Because the seeds are often so tiny they’re impossible to capture with traditional camera lenses, Westphal added high-resolving microscope objectives—the magnifying part of the microscope lens closest to the object—to his camera. The objectives have an extremely shallow depth of field, so he built a machine that moves the camera a few micrometers at a time, allowing him to take hundreds of images of each seed. These individual shots are used to create one composite image in which the entire seed is in focus.”It’s a time consuming but rewarding process that reveals a world that would otherwise remain invisible to the naked eye,” he says.

Westphal considers this body of work, in addition to others like the Cultivar Series, “infinite projects that I intend to pursue and expand for as long as I’m around…I believe we need this knowledge to raise awareness, celebrate, and safeguard this botanic cornucopia.”

If you’re in The Netherlands, you can see some of the images in the exhibition Spacefarming at the Evoluon in Eindhoven, which continues through March 2024. Westphal is currently working on a project site to accompany the series, but in the meantime, you can explore some of his other projects on his website, and follow updates on Instagram.

A photograph of a star anise seed pod.

Illicium verum (star anise)

Photographs of various seeds of edible plants.

Top row, left to right: Opuntia ficus indica (prickly pear), Origanum vulgare (oregano), and Oryza sativa (rice). Middle row: Panicum miliaceum (millet), Papaver somniferum (bread seed poppy), and Passiflora edulis (maracuja). Bottom row: Passiflora quadrangularis (giant granadilla), Pastinaca sativa (parsnip), and Pennisetum americanum (pearl millet)

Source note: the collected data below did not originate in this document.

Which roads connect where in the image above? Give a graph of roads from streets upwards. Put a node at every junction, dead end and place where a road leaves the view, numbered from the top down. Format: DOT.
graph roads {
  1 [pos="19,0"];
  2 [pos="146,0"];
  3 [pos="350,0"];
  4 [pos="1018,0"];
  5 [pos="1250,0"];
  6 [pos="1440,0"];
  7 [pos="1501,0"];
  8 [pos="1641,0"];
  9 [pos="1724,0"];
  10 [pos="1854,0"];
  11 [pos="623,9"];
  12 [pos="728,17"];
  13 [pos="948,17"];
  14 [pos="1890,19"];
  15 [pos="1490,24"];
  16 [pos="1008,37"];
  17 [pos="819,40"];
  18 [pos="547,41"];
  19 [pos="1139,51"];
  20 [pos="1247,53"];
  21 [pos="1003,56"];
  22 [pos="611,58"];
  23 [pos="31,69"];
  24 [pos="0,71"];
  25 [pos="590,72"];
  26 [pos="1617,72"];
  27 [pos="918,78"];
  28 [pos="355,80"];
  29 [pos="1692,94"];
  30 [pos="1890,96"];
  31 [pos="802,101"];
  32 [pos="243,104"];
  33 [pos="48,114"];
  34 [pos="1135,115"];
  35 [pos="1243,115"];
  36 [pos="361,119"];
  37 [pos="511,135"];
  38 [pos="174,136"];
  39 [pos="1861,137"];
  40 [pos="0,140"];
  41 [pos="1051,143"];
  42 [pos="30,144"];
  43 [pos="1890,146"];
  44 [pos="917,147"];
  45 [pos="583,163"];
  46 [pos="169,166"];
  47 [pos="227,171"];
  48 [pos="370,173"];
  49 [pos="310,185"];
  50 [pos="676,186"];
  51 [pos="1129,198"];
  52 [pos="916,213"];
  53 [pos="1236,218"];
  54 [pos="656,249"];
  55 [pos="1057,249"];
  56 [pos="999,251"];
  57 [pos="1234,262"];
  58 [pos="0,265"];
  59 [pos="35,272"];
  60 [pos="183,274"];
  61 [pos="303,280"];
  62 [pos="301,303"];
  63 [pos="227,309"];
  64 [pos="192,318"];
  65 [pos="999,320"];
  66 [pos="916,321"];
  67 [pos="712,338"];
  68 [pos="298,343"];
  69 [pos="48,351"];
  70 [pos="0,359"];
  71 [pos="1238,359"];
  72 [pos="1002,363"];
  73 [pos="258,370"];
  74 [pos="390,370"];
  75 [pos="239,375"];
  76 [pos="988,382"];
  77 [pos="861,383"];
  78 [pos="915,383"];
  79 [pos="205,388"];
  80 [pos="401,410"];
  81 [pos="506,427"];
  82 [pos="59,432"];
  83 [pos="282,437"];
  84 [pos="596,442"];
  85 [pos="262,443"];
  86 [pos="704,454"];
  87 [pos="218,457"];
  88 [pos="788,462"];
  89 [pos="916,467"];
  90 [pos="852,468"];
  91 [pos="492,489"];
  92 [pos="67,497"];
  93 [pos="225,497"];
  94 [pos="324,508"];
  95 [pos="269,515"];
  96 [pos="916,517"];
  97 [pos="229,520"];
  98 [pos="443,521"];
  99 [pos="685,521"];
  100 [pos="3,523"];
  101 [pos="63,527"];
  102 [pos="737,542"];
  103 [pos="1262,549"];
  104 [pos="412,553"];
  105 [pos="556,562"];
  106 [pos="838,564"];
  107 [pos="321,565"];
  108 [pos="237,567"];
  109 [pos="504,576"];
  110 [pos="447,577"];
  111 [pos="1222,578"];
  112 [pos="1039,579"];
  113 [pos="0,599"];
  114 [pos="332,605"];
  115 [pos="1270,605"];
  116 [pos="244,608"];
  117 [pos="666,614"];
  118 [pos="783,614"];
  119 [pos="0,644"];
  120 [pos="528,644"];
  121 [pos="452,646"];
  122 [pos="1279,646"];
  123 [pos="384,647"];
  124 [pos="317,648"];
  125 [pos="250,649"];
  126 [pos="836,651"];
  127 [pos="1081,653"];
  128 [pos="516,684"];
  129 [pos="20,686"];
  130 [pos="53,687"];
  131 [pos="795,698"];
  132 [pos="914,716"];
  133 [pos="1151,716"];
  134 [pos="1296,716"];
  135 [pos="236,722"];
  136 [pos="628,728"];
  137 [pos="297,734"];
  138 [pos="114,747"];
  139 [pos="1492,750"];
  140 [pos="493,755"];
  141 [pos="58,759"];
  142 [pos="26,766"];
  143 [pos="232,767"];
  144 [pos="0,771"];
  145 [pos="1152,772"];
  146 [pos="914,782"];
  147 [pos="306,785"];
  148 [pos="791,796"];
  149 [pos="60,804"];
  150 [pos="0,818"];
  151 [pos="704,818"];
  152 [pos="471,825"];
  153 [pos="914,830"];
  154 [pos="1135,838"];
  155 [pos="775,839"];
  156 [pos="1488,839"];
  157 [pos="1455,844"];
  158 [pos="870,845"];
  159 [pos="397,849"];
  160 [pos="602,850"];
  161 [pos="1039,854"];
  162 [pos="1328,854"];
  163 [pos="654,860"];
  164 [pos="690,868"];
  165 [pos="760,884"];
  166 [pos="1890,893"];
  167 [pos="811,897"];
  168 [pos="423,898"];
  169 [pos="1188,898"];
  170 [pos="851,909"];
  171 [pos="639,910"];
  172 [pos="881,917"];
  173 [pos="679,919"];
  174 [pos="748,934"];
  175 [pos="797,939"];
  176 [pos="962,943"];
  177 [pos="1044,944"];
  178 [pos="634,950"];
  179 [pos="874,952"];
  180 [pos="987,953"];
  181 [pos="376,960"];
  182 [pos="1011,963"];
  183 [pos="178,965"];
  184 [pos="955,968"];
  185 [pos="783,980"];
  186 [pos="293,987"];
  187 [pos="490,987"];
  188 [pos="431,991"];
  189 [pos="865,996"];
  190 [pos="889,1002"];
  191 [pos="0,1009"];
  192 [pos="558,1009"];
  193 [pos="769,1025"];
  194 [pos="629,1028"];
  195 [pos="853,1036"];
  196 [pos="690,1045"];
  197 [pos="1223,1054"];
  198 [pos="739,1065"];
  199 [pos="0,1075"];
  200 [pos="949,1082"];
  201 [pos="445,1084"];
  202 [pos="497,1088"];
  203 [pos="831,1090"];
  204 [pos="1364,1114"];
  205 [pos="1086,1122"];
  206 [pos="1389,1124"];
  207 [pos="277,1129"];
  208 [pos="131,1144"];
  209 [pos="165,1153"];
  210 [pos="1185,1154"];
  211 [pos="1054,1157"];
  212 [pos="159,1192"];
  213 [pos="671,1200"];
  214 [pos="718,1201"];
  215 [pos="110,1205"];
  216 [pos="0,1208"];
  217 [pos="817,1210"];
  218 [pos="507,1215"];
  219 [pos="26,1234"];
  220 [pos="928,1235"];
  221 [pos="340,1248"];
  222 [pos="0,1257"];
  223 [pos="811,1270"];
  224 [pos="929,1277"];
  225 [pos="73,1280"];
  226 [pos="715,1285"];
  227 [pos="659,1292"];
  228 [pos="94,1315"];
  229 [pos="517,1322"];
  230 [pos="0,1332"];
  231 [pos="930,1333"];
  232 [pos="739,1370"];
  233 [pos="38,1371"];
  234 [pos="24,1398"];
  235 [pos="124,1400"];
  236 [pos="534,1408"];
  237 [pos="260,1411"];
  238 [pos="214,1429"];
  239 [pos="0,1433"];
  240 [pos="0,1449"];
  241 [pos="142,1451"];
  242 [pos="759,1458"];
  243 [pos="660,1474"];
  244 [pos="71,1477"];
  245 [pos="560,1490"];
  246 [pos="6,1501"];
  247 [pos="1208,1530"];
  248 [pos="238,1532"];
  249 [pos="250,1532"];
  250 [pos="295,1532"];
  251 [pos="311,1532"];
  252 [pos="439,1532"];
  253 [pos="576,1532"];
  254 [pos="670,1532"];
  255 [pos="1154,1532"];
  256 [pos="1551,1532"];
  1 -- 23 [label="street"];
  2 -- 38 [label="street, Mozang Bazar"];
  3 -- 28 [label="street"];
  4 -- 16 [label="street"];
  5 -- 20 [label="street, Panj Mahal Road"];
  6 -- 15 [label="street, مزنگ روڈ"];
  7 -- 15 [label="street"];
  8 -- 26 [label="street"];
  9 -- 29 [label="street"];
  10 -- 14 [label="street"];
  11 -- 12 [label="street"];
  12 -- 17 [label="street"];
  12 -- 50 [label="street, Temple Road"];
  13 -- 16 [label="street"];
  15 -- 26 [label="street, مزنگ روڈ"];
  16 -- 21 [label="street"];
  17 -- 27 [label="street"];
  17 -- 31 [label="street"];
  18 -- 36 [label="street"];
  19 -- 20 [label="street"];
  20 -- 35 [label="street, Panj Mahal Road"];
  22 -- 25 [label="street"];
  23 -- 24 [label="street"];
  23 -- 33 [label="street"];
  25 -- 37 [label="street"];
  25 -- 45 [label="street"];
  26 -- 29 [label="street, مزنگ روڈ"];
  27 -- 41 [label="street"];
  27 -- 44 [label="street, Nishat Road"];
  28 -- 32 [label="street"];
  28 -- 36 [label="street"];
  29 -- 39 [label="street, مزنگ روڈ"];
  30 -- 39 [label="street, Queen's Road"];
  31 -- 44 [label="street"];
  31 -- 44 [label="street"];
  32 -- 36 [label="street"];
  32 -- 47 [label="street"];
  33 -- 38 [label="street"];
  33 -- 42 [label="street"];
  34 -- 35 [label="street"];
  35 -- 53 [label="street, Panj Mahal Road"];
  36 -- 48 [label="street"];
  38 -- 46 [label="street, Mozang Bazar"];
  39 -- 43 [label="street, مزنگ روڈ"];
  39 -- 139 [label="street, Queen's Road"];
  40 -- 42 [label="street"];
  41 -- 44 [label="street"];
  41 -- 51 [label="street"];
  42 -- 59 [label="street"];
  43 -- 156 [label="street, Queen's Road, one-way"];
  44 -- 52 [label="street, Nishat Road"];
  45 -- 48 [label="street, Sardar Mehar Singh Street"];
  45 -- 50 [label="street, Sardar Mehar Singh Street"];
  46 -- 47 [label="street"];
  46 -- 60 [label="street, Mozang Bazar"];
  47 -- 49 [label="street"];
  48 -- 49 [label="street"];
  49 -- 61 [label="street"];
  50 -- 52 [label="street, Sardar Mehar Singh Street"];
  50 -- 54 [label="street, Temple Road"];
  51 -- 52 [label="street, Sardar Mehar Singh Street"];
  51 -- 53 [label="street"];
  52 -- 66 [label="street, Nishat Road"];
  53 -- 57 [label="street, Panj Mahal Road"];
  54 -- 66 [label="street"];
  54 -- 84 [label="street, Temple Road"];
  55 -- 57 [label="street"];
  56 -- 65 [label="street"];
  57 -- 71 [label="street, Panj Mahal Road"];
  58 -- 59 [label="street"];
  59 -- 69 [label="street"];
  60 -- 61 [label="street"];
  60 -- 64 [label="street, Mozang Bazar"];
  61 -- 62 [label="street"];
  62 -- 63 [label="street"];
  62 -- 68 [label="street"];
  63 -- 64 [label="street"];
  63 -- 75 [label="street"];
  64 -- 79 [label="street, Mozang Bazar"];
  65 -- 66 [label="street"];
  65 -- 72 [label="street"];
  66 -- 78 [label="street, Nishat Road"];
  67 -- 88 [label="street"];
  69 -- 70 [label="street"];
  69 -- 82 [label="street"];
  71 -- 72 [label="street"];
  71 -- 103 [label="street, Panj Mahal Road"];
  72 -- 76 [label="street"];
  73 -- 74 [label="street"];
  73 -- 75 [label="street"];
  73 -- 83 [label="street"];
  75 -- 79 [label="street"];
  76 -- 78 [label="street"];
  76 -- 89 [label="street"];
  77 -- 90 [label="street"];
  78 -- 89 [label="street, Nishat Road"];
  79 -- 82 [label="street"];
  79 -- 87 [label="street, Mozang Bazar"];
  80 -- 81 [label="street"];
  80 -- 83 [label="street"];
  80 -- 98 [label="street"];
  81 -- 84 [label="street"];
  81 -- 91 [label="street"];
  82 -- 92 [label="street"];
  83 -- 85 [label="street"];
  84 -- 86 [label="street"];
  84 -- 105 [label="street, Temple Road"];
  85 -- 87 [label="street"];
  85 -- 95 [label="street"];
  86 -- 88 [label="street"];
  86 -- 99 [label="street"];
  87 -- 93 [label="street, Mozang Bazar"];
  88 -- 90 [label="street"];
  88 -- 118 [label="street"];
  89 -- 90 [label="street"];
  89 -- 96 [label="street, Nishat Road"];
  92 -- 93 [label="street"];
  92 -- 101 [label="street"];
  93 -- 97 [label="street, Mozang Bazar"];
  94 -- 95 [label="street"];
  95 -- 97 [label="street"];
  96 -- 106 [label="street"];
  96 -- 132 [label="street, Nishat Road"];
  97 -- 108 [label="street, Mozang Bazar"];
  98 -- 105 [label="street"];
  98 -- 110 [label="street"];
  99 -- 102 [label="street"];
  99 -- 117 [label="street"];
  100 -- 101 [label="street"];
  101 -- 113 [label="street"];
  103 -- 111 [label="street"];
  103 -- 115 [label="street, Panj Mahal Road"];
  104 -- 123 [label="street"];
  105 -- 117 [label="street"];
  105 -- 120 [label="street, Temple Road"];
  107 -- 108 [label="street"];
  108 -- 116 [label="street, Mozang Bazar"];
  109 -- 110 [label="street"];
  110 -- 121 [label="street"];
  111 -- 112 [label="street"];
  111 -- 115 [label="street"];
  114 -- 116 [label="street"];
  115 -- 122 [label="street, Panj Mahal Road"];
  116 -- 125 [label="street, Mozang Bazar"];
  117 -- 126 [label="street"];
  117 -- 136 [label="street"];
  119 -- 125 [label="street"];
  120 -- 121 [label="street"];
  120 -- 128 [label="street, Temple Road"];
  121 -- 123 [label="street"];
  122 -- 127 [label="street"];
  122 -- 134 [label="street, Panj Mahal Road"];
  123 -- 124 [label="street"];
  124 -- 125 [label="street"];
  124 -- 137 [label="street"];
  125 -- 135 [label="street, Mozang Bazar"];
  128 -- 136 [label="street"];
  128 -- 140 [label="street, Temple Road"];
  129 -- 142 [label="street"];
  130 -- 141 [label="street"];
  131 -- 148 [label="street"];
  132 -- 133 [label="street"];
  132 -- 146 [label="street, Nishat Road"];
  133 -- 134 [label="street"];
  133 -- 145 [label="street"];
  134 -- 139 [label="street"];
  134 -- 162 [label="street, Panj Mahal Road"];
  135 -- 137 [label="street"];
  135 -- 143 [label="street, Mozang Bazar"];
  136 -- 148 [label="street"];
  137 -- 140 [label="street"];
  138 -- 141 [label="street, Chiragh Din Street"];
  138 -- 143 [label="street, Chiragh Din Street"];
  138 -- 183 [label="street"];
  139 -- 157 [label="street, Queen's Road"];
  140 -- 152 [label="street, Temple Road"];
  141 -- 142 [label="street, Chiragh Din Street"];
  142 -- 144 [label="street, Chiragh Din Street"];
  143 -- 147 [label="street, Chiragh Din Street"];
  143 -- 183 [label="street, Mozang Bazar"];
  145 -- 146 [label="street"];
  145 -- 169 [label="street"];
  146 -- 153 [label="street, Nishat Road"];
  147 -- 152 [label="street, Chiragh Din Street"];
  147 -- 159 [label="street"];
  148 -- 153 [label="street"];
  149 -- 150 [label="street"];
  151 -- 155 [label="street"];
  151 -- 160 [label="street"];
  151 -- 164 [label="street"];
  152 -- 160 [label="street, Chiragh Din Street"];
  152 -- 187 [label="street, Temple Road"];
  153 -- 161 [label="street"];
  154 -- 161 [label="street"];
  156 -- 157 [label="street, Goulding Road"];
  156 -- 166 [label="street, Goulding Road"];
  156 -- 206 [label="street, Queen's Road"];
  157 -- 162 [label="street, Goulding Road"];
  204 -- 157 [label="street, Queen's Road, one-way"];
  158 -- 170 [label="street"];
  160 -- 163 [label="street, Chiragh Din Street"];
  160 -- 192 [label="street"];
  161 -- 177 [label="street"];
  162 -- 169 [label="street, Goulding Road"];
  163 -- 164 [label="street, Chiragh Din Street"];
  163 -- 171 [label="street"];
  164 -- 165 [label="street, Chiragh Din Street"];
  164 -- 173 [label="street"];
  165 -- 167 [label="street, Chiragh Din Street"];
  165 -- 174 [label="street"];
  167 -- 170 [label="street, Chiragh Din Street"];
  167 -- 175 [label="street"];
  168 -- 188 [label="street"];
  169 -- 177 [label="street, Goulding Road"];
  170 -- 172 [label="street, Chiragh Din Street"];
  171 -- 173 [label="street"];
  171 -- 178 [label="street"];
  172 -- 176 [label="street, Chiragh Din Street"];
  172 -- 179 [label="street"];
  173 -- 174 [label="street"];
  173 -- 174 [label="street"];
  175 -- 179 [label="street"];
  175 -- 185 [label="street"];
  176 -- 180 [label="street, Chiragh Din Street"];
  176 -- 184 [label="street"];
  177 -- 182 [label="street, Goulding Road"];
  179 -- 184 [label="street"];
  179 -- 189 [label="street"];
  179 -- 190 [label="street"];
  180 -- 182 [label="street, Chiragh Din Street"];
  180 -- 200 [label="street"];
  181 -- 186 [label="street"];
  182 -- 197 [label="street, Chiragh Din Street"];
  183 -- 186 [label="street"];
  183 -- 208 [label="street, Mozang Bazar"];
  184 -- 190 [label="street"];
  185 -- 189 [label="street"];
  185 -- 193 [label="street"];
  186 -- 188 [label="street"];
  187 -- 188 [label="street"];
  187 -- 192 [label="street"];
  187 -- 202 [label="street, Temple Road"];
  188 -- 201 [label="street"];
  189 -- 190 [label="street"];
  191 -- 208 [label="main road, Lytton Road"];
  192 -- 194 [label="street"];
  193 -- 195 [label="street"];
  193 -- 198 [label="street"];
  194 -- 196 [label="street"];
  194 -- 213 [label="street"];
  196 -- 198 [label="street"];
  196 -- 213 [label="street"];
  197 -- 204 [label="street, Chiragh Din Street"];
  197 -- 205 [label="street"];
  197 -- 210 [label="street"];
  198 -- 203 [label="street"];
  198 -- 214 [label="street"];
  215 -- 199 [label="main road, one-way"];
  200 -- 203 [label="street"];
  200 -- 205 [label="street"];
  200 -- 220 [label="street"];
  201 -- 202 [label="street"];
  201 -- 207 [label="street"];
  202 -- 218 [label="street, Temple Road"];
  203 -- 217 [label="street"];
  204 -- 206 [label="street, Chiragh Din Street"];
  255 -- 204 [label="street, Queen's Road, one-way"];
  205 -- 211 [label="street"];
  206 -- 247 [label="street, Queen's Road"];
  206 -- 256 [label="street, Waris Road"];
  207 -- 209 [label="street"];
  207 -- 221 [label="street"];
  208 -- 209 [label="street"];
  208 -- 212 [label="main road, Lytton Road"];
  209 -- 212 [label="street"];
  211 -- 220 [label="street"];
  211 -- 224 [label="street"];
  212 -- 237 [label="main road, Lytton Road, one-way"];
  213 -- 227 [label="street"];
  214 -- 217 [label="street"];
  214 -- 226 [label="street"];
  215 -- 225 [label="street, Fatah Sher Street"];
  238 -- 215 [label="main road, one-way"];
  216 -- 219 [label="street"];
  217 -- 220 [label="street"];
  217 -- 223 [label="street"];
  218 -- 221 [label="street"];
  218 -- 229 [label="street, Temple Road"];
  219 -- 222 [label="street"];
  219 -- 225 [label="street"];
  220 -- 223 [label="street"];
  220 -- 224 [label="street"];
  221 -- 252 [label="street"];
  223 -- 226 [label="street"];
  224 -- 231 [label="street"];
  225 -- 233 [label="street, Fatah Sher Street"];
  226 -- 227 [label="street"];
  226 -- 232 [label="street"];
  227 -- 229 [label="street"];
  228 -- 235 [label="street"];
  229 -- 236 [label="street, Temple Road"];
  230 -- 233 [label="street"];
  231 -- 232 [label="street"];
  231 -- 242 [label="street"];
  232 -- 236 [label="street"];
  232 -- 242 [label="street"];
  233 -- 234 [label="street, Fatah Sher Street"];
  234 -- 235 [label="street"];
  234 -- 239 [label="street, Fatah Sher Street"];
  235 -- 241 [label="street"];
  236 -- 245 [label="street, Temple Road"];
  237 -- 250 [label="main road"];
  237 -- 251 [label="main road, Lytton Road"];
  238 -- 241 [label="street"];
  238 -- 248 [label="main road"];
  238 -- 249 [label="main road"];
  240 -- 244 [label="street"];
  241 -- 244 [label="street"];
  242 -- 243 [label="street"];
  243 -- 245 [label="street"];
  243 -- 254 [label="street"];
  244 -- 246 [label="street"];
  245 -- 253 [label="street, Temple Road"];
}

A photograph of a cornflower seed.

Centaurea cyanus (cornflower)

A photograph of a fig leaf gourd seed.

Cucurbita ficifoli (fig leaf gourd)

A photograph of a levant cotton seed.

Gossypium herbaceum (levant cotton)

A photograph of a cardamom seed pod.

Elettaria cardamomum (kardamon)

A photograph of a redcurrant seed.

Ribes rubrum (redcurrant)

A photograph of a scarlet runner bean seed.